Et si la prise de conscience que le mal est fait ne changeait rien au fait qu’il soit fait? Montrer du doigt les perpétrateurs n’est peut-être qu’une perte de temps et qu’une frivolité vaine. Cherchons les exemples dans lesquels le dévoilement de la domination et de la dissimulation génèrent une victoire sur les perpétrateurs et une destruction de leurs oeuvres. De tels exemples existent, il est vrai, mais ils sont peu nombreux et très espacés dans le temps. Les archives de la responsabilité se caractérisent par très peu de substance et beaucoup de dossiers sans suite et de relaxes.
L’Action Ethico-Rituelle implique l’acceptation du fait brutal qu’il n’existe pas de responsabilité dans les affaires humaines à l’exception de ce qui est offert volontairement.
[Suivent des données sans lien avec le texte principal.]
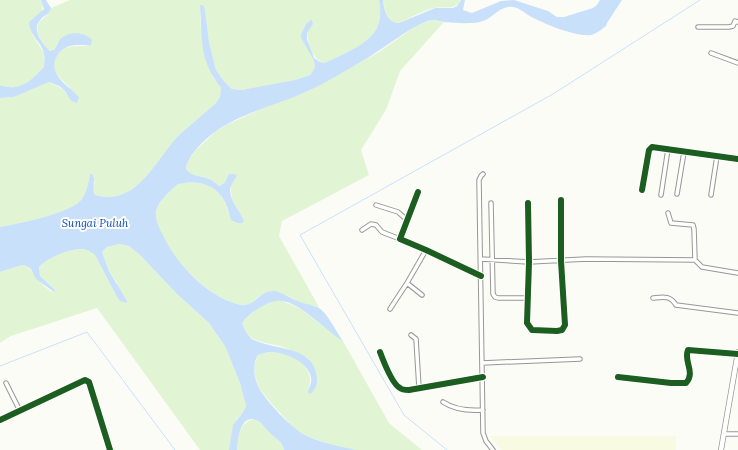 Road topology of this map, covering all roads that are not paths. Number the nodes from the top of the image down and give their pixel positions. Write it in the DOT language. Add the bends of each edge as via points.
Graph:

Vous pouvez compter sur les perpétrateurs pour éviter de rendre des comptes. Ceux qui choisissent de ne pas rendre de comptes n’en rendront pas et ne seront pas tenus de le faire, point à la ligne. La responsabilité existe sûrement mais elle ne peut pas être forcée ou imposée. L’Action Ethico-Rituelle est la dynamique à considérer si nous estimons que le processus ardu d’amener les perpétrateurs à rendre des comptes est largement une perte de temps ou peut-être un jeu de tribune et d’endormissement. Les humains sont enclins à réclamer la justice, en croyant souvent qu’elle est rendue par Dieu et qu’elle est un aspect du plan cosmique. Mais s’il n’existait pas de justice dans le plan cosmique? Et s’il n’y avait aucune garantie que la justice et la vérité prévalent ultimement?
Quelle est la réponse morale appropriée dans un monde où prévaut la non-responsabilité? Pour être plus précis, un monde dans lequel la responsabilité est exclusivement de nature volontaire et dans lequel elle ne peut pas être imposée à ceux qui la refusent? Nous allons tenter d’aborder cette problématique plus profondément dans les essais suivants.